Cuando no existe autoridad, ya sea por abandono, debilidad o cualquier otra causa, se le impide al niño aprender a controlar aquellos impulsos que muchas veces pueden ir contra su propia integridad. Si la familia y la escuela no ponen límites, luego lo hará la sociedad.

La palabra disciplina proviene de "discípulo", seguidor de un maestro. Nadie podría considerar a un discípulo siguiendo a un maestro por temor al castigo, sino por convicción personal. Sin dudas, preferimos que nuestros hijos o alumnos sigan las reglas porque creen en ellas y no por miedo al castigo. Si como padres hemos sido capaces de mostrar "lo valioso", ellos cumplirán las normas que protegen los valores y así será más sencillo que se autodisciplinen.

Generalmente, sólo comunicamos las reglas y la sanción por su falta de cumplimiento, privando al niño de la oportunidad de conocer el valor y permitirle que pueda lograr un adecuado autocontrol.la autoridad afectiva. Cuando le preguntaron a Gabriel Marcel sobre la rebeldía de los hijos a la autoridad, contestó: "No es una rebeldía contra la autoridad paternal como vienen diciendo, sino contra unos padres sin autoridad. Los jóvenes no pueden vivir sin autoridad o fuera de ella, los jóvenes de hoy rehúyen la autoridad paterna, no porque sea demasiado dura, sino porque ha dejado de ejercerse".

Sean padres o docentes, deben convertirse en una autoridad que estimule a obrar bien, lo que no significa que los adultos que eligen utilizar la autoridad positiva y afectiva se opongan a incluir el "no" ante los niños.

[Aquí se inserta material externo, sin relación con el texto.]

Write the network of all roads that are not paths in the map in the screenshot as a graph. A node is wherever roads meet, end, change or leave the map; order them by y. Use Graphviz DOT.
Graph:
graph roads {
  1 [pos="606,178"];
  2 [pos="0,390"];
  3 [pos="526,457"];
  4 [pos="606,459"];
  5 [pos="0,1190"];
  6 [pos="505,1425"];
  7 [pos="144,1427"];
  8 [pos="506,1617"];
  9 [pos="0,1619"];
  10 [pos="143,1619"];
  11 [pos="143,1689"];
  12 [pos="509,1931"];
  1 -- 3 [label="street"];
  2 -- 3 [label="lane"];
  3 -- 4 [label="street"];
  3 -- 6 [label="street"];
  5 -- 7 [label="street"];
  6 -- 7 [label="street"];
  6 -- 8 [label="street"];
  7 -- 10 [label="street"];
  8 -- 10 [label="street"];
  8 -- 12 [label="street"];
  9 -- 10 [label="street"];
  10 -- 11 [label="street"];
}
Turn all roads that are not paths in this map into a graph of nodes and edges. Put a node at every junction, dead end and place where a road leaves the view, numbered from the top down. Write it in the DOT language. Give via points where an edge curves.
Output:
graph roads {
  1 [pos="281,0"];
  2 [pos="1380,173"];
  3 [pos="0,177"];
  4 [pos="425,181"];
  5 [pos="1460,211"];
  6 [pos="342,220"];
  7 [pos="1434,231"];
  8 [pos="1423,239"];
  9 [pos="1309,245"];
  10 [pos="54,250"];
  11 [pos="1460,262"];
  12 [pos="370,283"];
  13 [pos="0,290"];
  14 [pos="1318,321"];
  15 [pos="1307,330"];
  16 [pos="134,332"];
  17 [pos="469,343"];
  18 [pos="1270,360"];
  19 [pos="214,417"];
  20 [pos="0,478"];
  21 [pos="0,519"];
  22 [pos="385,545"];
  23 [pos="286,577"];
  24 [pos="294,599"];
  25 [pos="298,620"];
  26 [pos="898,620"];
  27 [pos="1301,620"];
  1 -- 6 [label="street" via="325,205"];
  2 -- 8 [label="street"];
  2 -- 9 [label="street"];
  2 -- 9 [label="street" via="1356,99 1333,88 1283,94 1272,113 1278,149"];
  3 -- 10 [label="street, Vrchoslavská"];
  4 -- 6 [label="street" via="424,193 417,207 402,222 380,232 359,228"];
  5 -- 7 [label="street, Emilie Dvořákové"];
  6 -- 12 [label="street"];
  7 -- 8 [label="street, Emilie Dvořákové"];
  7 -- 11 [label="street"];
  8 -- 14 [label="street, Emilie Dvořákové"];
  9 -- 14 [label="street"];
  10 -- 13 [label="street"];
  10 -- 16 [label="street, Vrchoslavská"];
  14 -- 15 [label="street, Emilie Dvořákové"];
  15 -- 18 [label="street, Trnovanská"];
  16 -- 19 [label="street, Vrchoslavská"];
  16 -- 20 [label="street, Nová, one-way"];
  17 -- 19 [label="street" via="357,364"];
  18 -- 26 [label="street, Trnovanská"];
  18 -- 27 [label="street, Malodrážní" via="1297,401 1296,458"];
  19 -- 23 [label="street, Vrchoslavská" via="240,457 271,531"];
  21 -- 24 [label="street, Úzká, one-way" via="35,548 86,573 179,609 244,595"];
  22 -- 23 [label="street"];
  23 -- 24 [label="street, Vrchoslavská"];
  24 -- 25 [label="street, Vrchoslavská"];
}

Una actitud de resignación o de excesiva flojedad, en muchas oportunidades puede ser interpretada como una señal de indiferencia o de abandono.
La autoridad afectiva promueve la libertad dentro de ciertos límites, permitiendo que todos los miembros tengan derecho a expresar pensamientos y sentimientos y a ser escuchados. Esto no quiere decir que los hijos pueden "hacer lo que quieren" o que no deben obedecer y respetar a sus padres.

Este tipo de autoridad enseña a desarrollar en los niños y adolescentes el razonamiento, a ser responsables de sus elecciones, a tener autocontrol y a aprender de las consecuencias de sus acciones. Así, el ejercicio de la autoridad se integrará sin conflicto en una atmósfera familiar positiva y serena, donde las órdenes serán poco frecuentes, breves y precisas.

Las normas y el sistema de autoridad llevan psicológicamente al autocontrol o la autodisciplina. Los niños aprenden a guiar su propia conducta, a tomar las decisiones apropiadas, a razonar sobre sus elecciones y sus consecuencias. De esta manera, están aprendiendo también a escoger los comportamientos apropiados cuando los adultos no estén presentes.

Cualquier método disciplinario mejorará a la persona, si está acompañado de una comunicación afectiva que le ayude a reflexionar sobre las causas de su conducta. Luego de la materialidad de los castigos, es imprescindible el esfuerzo por recuperar la relación de buena voluntad que siempre se deteriora al aplicarse una sanción.

Frente a tanta evidencia de indisciplina ciudadana y de violencias que aumentan frente a la violación de las normas y la impunidad, necesitamos una familia y una escuela que se ocupen de la dimensión emocional personal y social para empezar a pensar un futuro distinto. Hoy, aprender y querer estar bien con el otro es una enseñanza y un aprendizaje prioritario. Necesitamos políticas que fortalezcan y apoyen a la familia y normas de educación que encaucen la formación de personas íntegras y una ciudadanía activa.

Junto a los derechos, no debemos olvidar que la convivencia humana lleva determinados límites y deberes para con los demás. El sentido del deber hacia los miembros de la familia, la escuela y el país y hacia los valores de justicia, libertad y paz es un sentimiento necesario de ser enseñado desde chicos. Los deberes son la otra cara de los derechos, unos y otros están indisolublemente unidos, pero en nuestro país, hoy más que nunca y por el bien de todos, apremia que sean ejercitados, y castigado su incumplimiento.